**Exercise aim**
Go through the material below and copy each line where the word "image" appears.

**Exercise data**
Content starts

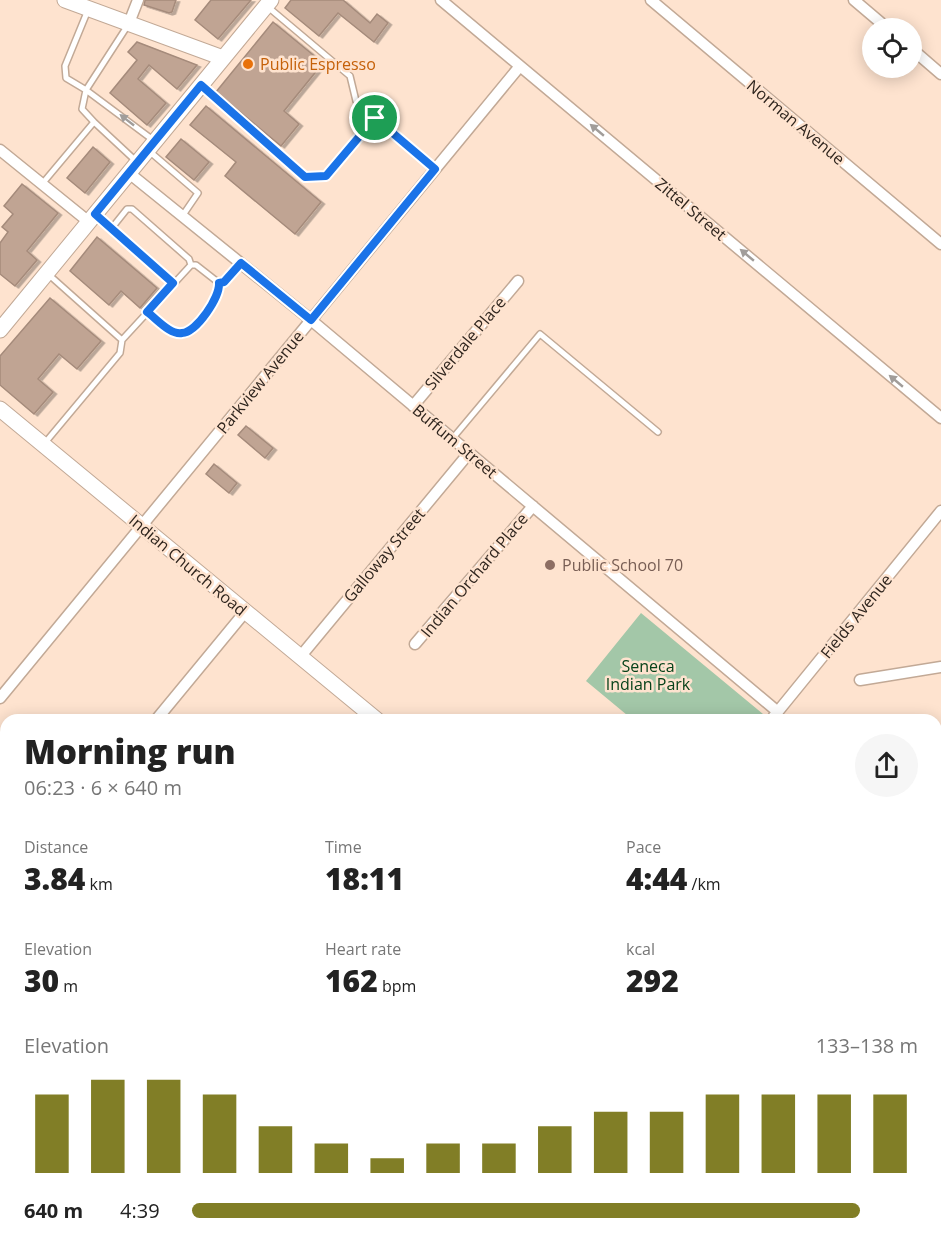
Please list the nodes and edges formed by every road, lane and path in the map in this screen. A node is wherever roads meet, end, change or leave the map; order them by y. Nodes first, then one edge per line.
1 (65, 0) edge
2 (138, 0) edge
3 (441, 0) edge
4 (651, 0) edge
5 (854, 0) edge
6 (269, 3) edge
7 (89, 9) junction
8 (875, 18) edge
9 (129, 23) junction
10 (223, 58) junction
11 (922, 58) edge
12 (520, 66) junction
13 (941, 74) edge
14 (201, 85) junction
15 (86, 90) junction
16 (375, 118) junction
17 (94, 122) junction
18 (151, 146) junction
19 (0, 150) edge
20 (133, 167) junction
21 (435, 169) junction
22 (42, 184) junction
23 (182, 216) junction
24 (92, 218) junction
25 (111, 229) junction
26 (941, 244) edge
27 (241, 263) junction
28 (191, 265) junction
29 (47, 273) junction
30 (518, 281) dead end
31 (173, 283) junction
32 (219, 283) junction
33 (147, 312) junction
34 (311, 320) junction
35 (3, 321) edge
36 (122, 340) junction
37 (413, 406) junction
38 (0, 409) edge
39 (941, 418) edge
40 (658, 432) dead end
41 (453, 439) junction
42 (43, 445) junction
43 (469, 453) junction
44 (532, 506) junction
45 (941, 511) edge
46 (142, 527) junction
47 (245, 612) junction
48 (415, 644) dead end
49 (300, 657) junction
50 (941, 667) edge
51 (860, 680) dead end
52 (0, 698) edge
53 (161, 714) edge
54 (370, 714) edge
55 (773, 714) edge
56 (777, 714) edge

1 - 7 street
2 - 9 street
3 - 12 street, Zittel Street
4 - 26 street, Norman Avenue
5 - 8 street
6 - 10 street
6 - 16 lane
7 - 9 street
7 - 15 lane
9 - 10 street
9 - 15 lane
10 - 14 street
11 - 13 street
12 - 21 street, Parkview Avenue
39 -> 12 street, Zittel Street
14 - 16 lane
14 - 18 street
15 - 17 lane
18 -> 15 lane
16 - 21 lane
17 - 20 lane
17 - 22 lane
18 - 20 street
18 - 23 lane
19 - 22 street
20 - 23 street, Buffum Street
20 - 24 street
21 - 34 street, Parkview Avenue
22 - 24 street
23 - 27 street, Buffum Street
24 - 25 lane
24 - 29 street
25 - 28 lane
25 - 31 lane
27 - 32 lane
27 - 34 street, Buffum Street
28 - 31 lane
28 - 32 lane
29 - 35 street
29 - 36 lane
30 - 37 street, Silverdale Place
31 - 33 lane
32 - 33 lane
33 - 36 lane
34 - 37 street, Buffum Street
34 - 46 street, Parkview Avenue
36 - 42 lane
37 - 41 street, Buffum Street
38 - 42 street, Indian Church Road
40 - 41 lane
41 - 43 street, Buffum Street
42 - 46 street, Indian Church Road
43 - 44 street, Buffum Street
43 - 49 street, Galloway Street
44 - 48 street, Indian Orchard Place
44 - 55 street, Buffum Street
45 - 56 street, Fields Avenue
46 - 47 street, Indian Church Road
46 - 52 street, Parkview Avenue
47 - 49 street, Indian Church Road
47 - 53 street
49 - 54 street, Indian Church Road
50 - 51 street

Content ends
Content starts

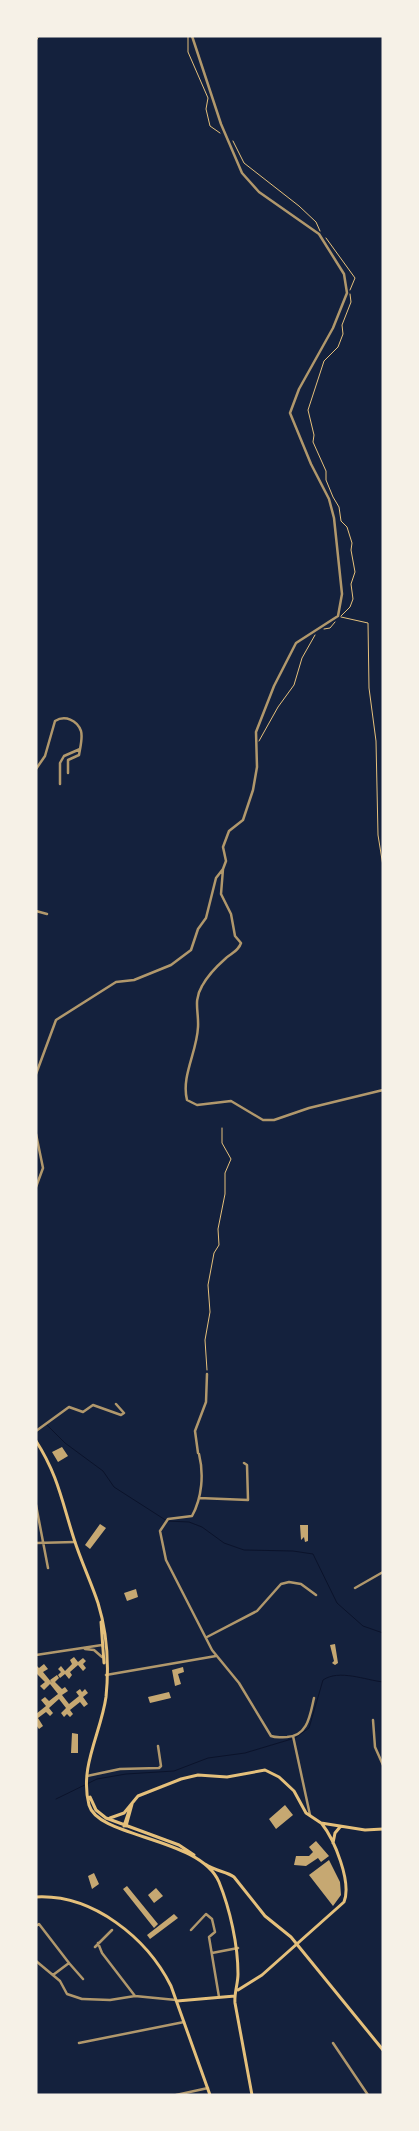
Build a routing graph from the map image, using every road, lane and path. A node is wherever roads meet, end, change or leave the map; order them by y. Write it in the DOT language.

Content ends
Content starts

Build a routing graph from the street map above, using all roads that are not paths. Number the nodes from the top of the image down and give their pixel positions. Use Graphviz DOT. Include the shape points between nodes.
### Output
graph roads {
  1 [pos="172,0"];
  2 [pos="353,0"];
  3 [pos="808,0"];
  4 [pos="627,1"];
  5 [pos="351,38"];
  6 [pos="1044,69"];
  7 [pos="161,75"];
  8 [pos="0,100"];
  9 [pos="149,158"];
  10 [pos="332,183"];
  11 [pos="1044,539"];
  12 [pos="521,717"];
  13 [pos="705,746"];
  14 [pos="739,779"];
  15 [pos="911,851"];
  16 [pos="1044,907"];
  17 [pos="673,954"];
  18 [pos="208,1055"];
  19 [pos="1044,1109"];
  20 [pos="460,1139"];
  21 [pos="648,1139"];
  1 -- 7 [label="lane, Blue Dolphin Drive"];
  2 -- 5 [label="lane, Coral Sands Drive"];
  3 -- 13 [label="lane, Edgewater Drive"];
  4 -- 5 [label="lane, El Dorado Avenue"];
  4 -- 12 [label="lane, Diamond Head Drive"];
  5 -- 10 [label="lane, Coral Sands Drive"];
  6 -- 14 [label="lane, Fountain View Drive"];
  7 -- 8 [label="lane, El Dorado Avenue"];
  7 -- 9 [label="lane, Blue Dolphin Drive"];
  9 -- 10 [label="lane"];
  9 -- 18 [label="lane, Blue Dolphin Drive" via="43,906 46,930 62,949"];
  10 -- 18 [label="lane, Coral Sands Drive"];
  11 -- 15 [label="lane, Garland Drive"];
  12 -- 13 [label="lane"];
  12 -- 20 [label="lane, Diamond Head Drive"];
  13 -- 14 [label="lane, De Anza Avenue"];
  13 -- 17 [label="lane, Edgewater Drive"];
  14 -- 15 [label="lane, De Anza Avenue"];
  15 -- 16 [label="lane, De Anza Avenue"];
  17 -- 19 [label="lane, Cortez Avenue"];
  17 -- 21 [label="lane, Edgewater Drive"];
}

Content ends

**Expected answer**
Build a routing graph from the map image, using every road, lane and path. A node is wherever roads meet, end, change or leave the map; order them by y. Write it in the DOT language.
Build a routing graph from the street map above, using all roads that are not paths. Number the nodes from the top of the image down and give their pixel positions. Use Graphviz DOT. Include the shape points between nodes.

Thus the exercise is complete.